2007 yapımı Bir Amerikan Suçu (An American Crime), iyi bir suç filmi arayanların henüz izlemediyse mutlaka “izlenecekler listesi” için not alması gereken bir film. Yönetmen koltuğunda Tommy O’Haver oturuyor ve Ellen Page, Catherine Keener, James Franco, Romy Rosemont, Evan Peters gibi isimler kadroda bulunuyor. Film tam olarak “suç” kategorisinde bulunsa da, iyi bir biyografi ve dram filmi de aynı zamanda. Bu arada gerilimin de birçok öğesi filmin belli yerlerine ustalıkla serpiştirilmiş.
2001’de Almanya’dan veya 2010’da Hollywood’dan çıkan Deney filmlerini aratmayacak cinsten bir film. Onlar gibi izleyici psikolojisini de yoğun şekilde yoran Bir Amerikan Suçu, gerçek bir olaylar zinciri esas alınarak beyazperdeye taşınmış. İzlemeyen ve izlemeyi düşünenler için değinmek gerekirse, 1960’lı yıllarda ABD’de geçen ve gerçek hayatta mahkemeye taşınan olaylarda iki kız kardeş ebeveynlerinin işinden ötürü komşularına bırakılmıştır. Çocuklara haftalık para karşılığı bakımı üstlenen, filmde Catherine Keener’ın canlandırdığı Bayan Baniszewski ilk etapta iyi bir dadı gibi görünse de, zamanla bu durum olabildiğince değişmiştir. İki kız kardeşe yapılan eziyet çok özel bir seviyeye çıkmış ve artık çocukların yaşıtı olan diğer çocuklar bile bu şiddet sarmalında sadist davranışlar geliştirmiştir.

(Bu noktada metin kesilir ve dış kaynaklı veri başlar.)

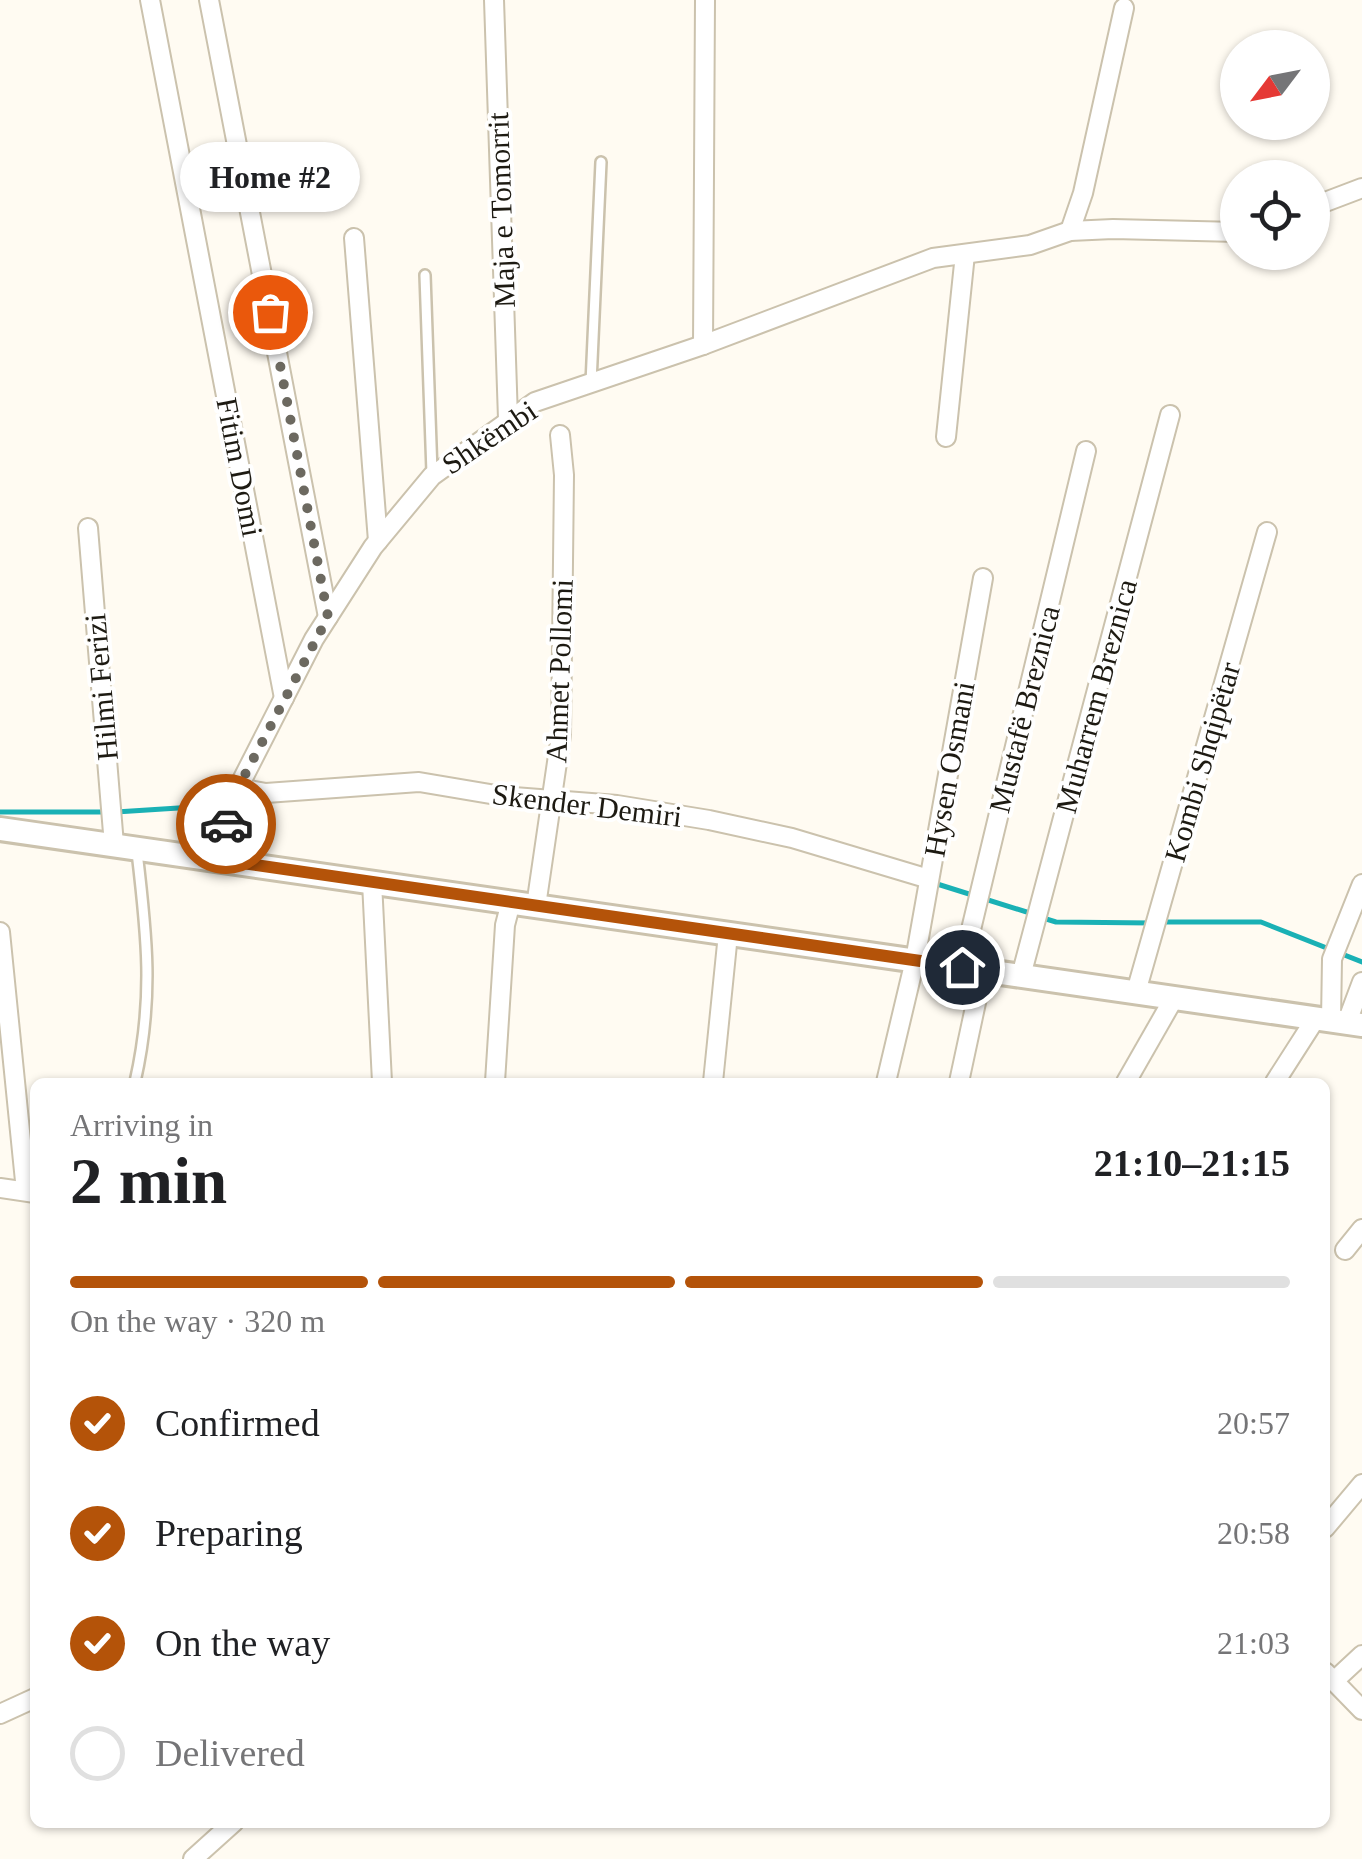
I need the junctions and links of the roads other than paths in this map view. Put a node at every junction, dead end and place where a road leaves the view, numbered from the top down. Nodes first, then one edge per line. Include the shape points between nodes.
1 (150, 0) edge
2 (210, 0) edge
3 (494, 0) edge
4 (705, 0) edge
5 (1124, 8) dead end
6 (601, 162) dead end
7 (1362, 188) edge
8 (1330, 200) edge
9 (1070, 232) junction
10 (1220, 232) edge
11 (354, 238) dead end
12 (965, 254) junction
13 (424, 275) dead end
14 (703, 345) junction
15 (590, 386) junction
16 (1170, 416) dead end
17 (508, 419) junction
18 (560, 435) dead end
19 (946, 437) dead end
20 (1086, 451) dead end
21 (432, 476) junction
22 (88, 528) dead end
23 (1267, 532) dead end
24 (378, 542) junction
25 (983, 578) dead end
26 (328, 617) junction
27 (284, 698) junction
28 (236, 792) junction
29 (552, 807) junction
30 (0, 829) edge
31 (126, 847) junction
32 (221, 860) junction
33 (372, 882) junction
34 (928, 884) junction
35 (1362, 884) edge
36 (511, 902) junction
37 (536, 906) junction
38 (0, 932) edge
39 (728, 934) junction
40 (915, 960) junction
41 (972, 968) junction
42 (1021, 976) junction
43 (1362, 982) edge
44 (1136, 992) junction
45 (1174, 998) junction
46 (1339, 1021) edge
47 (136, 1078) edge
48 (382, 1078) edge
49 (495, 1078) edge
50 (713, 1078) edge
51 (887, 1078) edge
52 (959, 1078) edge
53 (1128, 1078) edge
54 (1279, 1078) edge
55 (30, 1184) edge
56 (0, 1188) edge
57 (30, 1192) edge
58 (1362, 1230) edge
59 (1345, 1250) dead end
60 (1362, 1484) edge
61 (1330, 1522) edge
62 (1362, 1655) edge
63 (1330, 1676) edge
64 (1330, 1678) edge
65 (30, 1700) edge
66 (1362, 1710) edge
67 (0, 1714) edge
68 (228, 1828) edge
69 (194, 1859) edge

1 - 27 street, Fitim Domi
2 - 26 street
3 - 17 street, Maja e Tomorrit
4 - 14 street
5 - 9 street
6 - 15 lane
7 - 8 street
9 - 10 street, Shkëmbi
9 - 12 street, Shkëmbi
11 - 24 street
12 - 14 street, Shkëmbi via 933,258
12 - 19 street
13 - 21 lane
14 - 15 street, Shkëmbi
15 - 17 street, Shkëmbi via 535,402
16 - 42 street, Muharrem Breznica
17 - 21 street, Shkëmbi
18 - 29 street, Ahmet Pollomi via 563,658
20 - 41 street, Mustafë Breznica via 976,908
21 - 24 street, Shkëmbi
22 - 31 street, Hilmi Ferizi
23 - 44 street, Kombi Shqipëtar
24 - 26 street, Shkëmbi
25 - 34 street, Hysen Osmani
26 - 27 street, Shkëmbi
27 - 28 street, Shkëmbi
28 - 29 street, Skender Demiri via 420,782
28 - 32 street, Shkëmbi
29 - 34 street, Skender Demiri via 617,806 709,820 792,838
29 - 37 street, Ahmet Pollomi
30 - 31 street
31 - 32 street
31 - 47 lane via 149,952 147,1032
32 - 33 street
33 - 36 street
33 - 48 street
34 - 40 street, Hysen Osmani
35 - 46 street via 1332,959
36 - 37 street
36 - 49 street
37 - 39 street
38 - 55 street
39 - 40 street
39 - 50 street
40 - 41 street
40 - 51 street, Hysen Osmani
41 - 42 street
41 - 52 street, Mustafë Breznica
42 - 44 street
43 - 46 street
44 - 45 street
45 - 46 street
45 - 53 street
46 - 54 street
56 - 57 street
58 - 59 street
60 - 61 street
62 - 63 street
64 - 66 street
65 - 67 street
68 - 69 street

Gün ortası haber bültenlerinde veya gazetelerin üçüncü sayfalarında yer edinen şiddet içerikli haberlerin ya da sabah programlarına konu edinen şiddet olaylarının belki de sinemaya aktarılmış en başarılı hali olarak görebiliriz filmi. Belgesel kanallarında canlandırmalar ve tanık ifadeleriyle oluşturulmuş suç belgesellerinden çok daha öte bir noktada olduğu bir gerçek. İlk dakikasından itibaren (bunda filmin adı bile yeterli) sürükleyiciliğini hemen her dakikasında sürdüren ve merak uyandıran film sayesinde, yabancılara karşı güven duyma eğiliminiz olumsuz yönde etkilenebilir. Konu, senaryo ve oyunculuklar, kuşkusuz tümünün başarılı bir şekilde harmanlanmasıyla ortaya böylesi iddialı bir film çıkmış kısacası…
Bir diğer 2007 yapımı Komşudaki Kız (The Girl Next Door) ise aynı olaylardan esinlenilen 1989’da Jack Ketchum tarafından kaleme alınmış romandan uyarlanarak çekilmiş. Her iki yapımın da 1960’lı yıllardaki olaya bakışı farklı; ancak Komşudaki Kız görece daha sıradan bir suç ve dram filmiyken, Bir Amerikan Suçu konuyu başarılı bir şekilde aktarıyor ve izleyicisinin tüylerini diken diken yapabiliyor. Filmde bazı şeylerin abartılı bulunması muhtemel, ancak gerçek hayattaki verilerle karşılaştırıldığında hafif veya eksik bile kaldığı söylenebilir.